Me bastaron diez minutos con ella para saber que merecía hasta el último centavo que iba a costarle a Elliot. Sería un problema doble para la acusación. Su personalidad iba a ganarse al jurado y sus hechos iban a ser la puntilla. Buena parte del trabajo en un juicio se reduce a quién testifica y no sólo a lo que su testimonio realmente revela. Se trata de vender el caso al jurado, y Shami podía vender cerillas quemadas. El testigo criminalístico de la acusación era un ratón de laboratorio con la personalidad de un tubo de ensayo.
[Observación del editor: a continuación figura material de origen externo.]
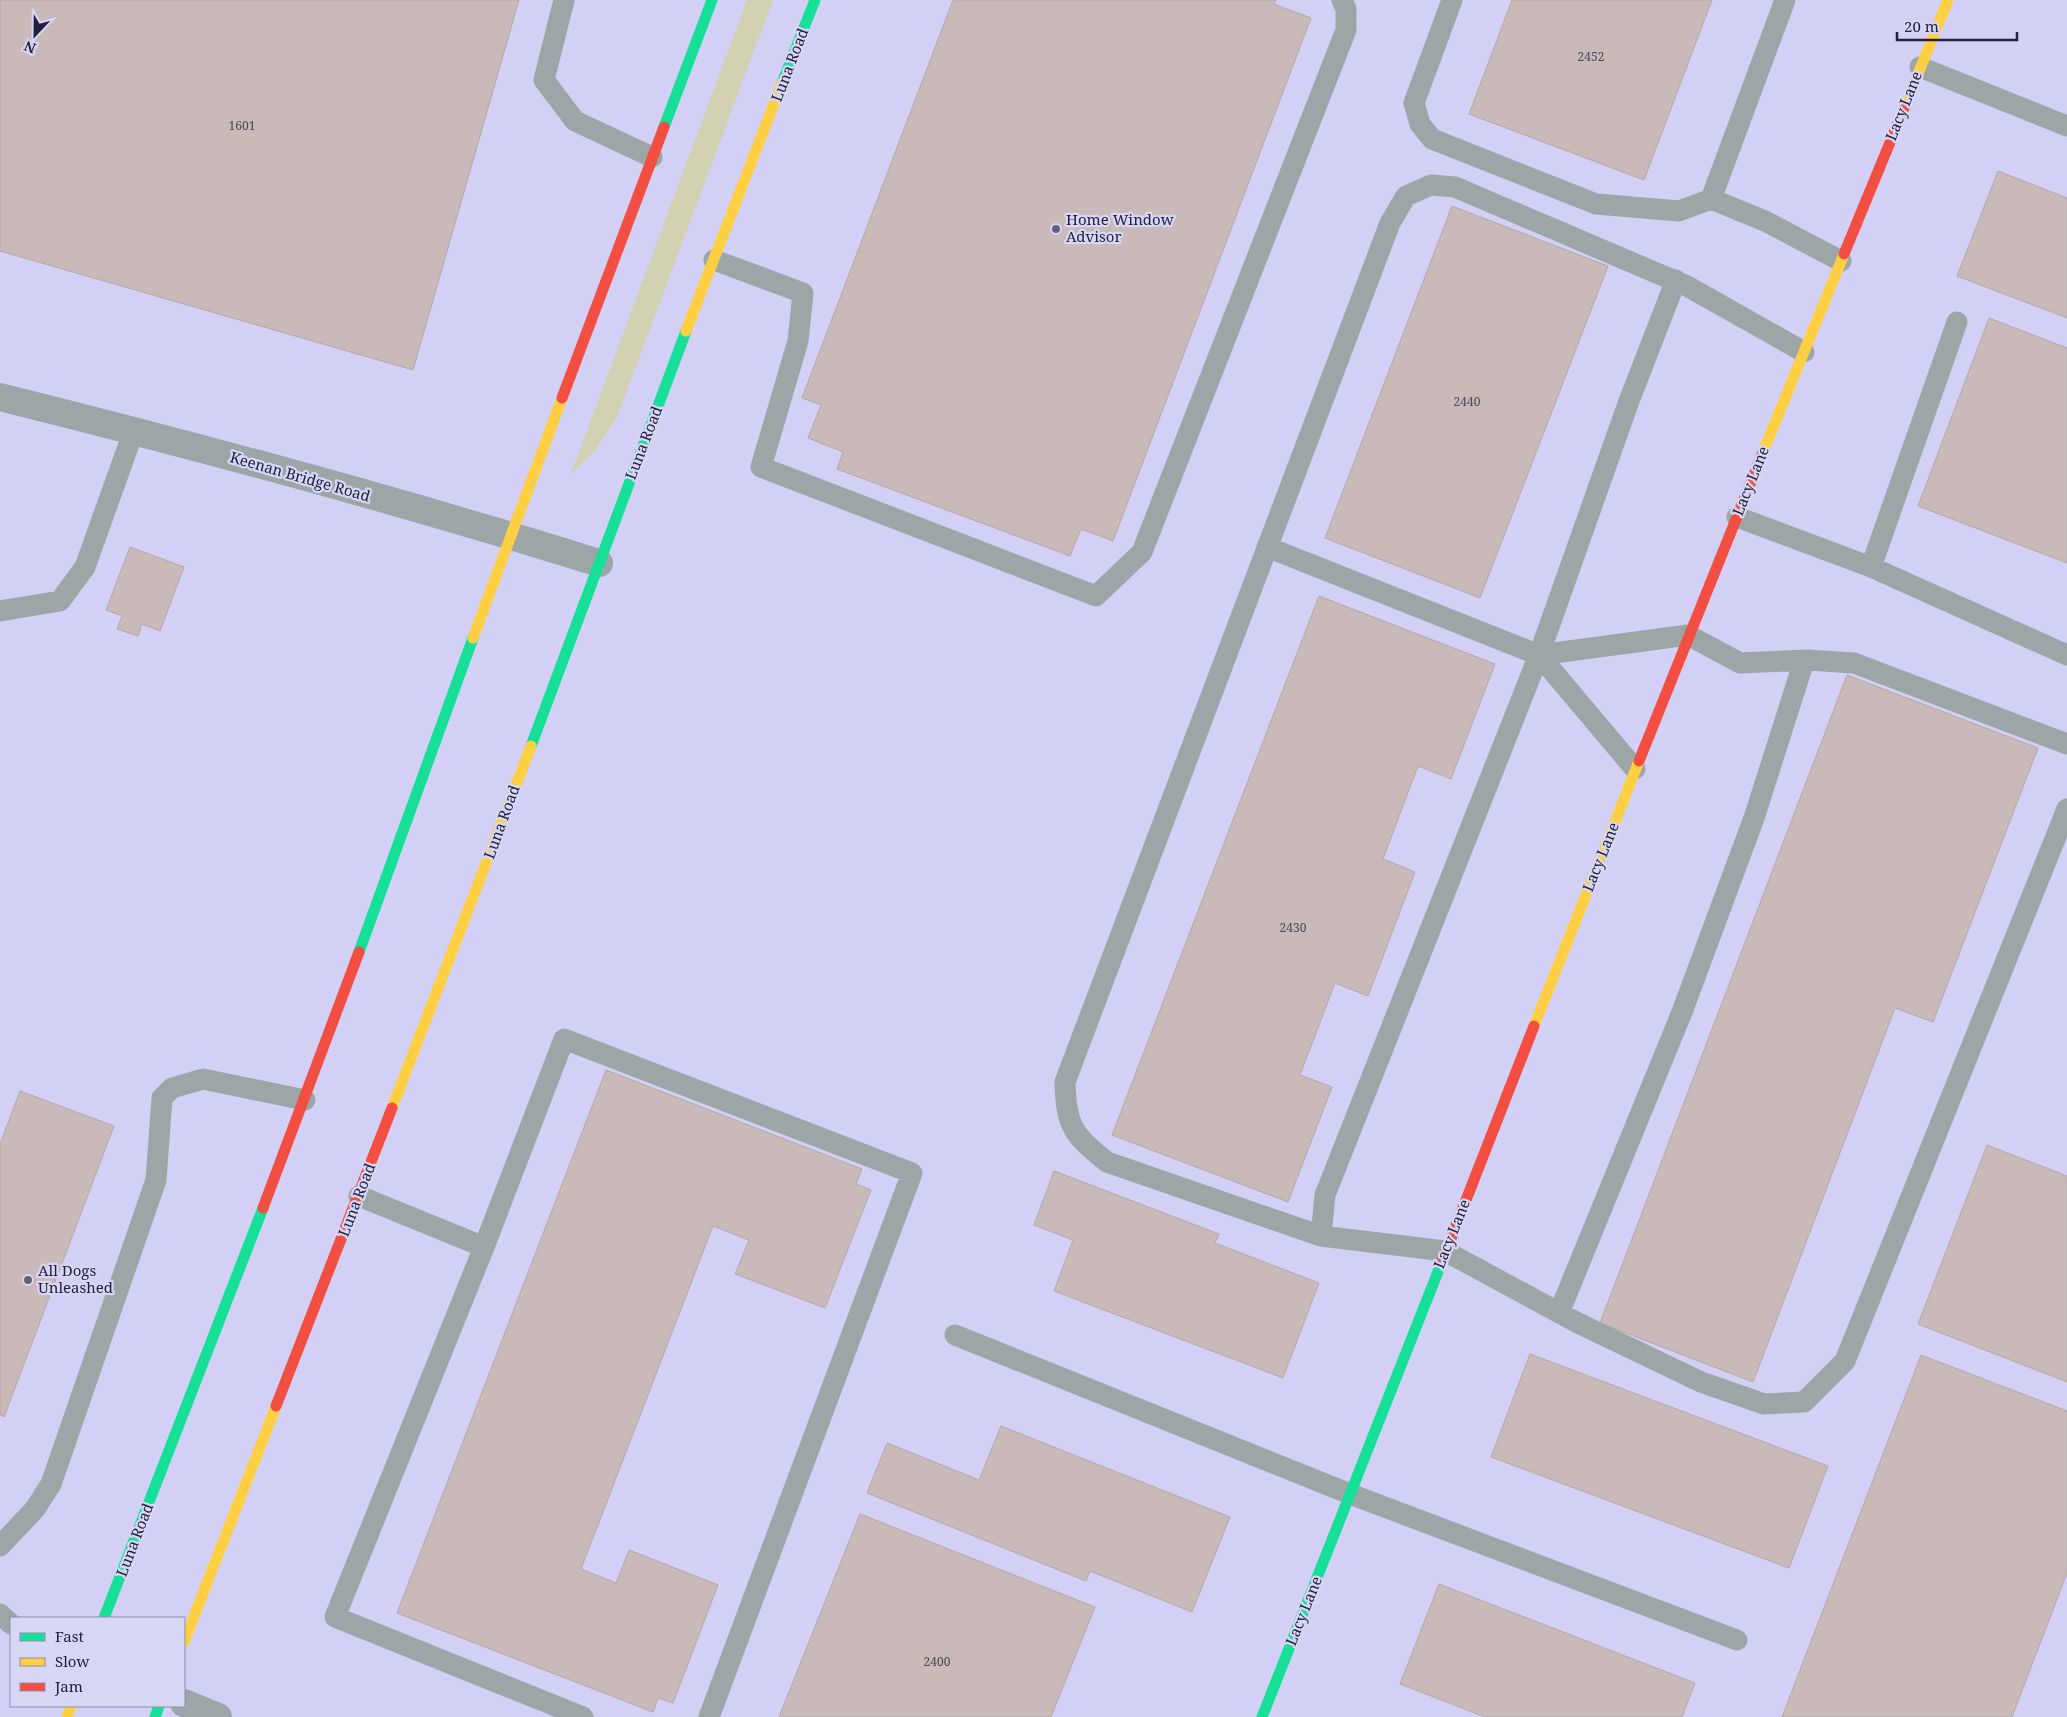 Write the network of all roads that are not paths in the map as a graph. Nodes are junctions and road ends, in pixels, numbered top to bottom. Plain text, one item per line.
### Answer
1 (564, 0) edge
2 (712, 0) edge
3 (815, 0) edge
4 (1342, 0) edge
5 (1452, 0) edge
6 (1785, 0) edge
7 (1948, 0) edge
8 (1920, 67) junction
9 (2067, 126) edge
10 (652, 157) junction
11 (1711, 199) junction
12 (714, 260) junction
13 (1841, 261) junction
14 (1676, 280) junction
15 (1957, 322) dead end
16 (1804, 352) junction
17 (0, 397) edge
18 (134, 430) junction
19 (1737, 517) junction
20 (510, 535) junction
21 (1268, 548) junction
22 (599, 563) junction
23 (1871, 566) junction
24 (0, 611) edge
25 (1688, 635) junction
26 (1539, 655) junction
27 (2067, 655) edge
28 (1804, 661) junction
29 (2067, 744) edge
30 (1635, 769) junction
31 (2067, 809) edge
32 (306, 1100) junction
33 (359, 1196) junction
34 (1322, 1236) junction
35 (484, 1247) junction
36 (1446, 1251) junction
37 (1559, 1313) junction
38 (955, 1335) dead end
39 (1350, 1494) junction
40 (0, 1546) edge
41 (0, 1614) edge
42 (104, 1617) edge
43 (10, 1623) edge
44 (185, 1639) edge
45 (1737, 1640) dead end
46 (185, 1703) edge
47 (218, 1717) edge
48 (583, 1717) edge
49 (709, 1717) edge
50 (1262, 1717) edge

1 - 10 lane
2 - 10 main road, Luna Road
3 - 12 main road, Luna Road
4 - 12 lane
5 - 11 lane
6 - 11 lane
7 - 8 main road, Lacy Lane
8 - 9 lane
8 - 13 main road, Lacy Lane
10 - 20 main road, Luna Road
11 - 13 lane
12 - 22 main road, Luna Road
13 - 16 main road, Lacy Lane
14 - 16 lane
14 - 21 lane
14 - 26 lane
15 - 23 lane
16 - 19 main road, Lacy Lane
17 - 18 street, Keenan Bridge Road
18 - 20 street, Keenan Bridge Road
18 - 24 lane
19 - 23 lane
19 - 25 main road, Lacy Lane
20 - 22 street, Keenan Bridge Road
20 - 32 main road, Luna Road
21 - 26 lane
21 - 34 lane
22 - 33 main road, Luna Road
23 - 27 lane
25 - 26 lane
25 - 28 lane
25 - 30 main road, Lacy Lane
26 - 30 lane
26 - 34 lane
28 - 29 lane
28 - 37 lane
30 - 36 main road, Lacy Lane
31 - 37 lane
32 - 40 lane
32 - 42 main road, Luna Road
33 - 35 lane
33 - 44 main road, Luna Road
34 - 36 lane
35 - 48 lane
35 - 49 lane
36 - 37 lane
36 - 39 main road, Lacy Lane
38 - 39 lane
39 - 45 lane
39 - 50 main road, Lacy Lane
41 - 43 lane
46 - 47 street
Mi testigo había presentado un programa televisivo llamado Químicamente dependiente.
Oí el rumor del reconocimiento en la sala cuando mi testigo hizo su entrada desde atrás, concitando todas las miradas al acercarse por el pasillo central, cruzar la cancela y el campo de pruebas hasta el estrado de los testigos. Llevaba un traje azul marino que se adaptaba a sus curvas y realzaba la melena de rizos rubios que caía sobre sus hombros. Hasta el juez Stanton parecía obnubilado. Pidió a un alguacil que le llevara un vaso de agua antes incluso de que prestara el juramento. Al experto crimina-lístico de la acusación no le había preguntado si necesitaba nada.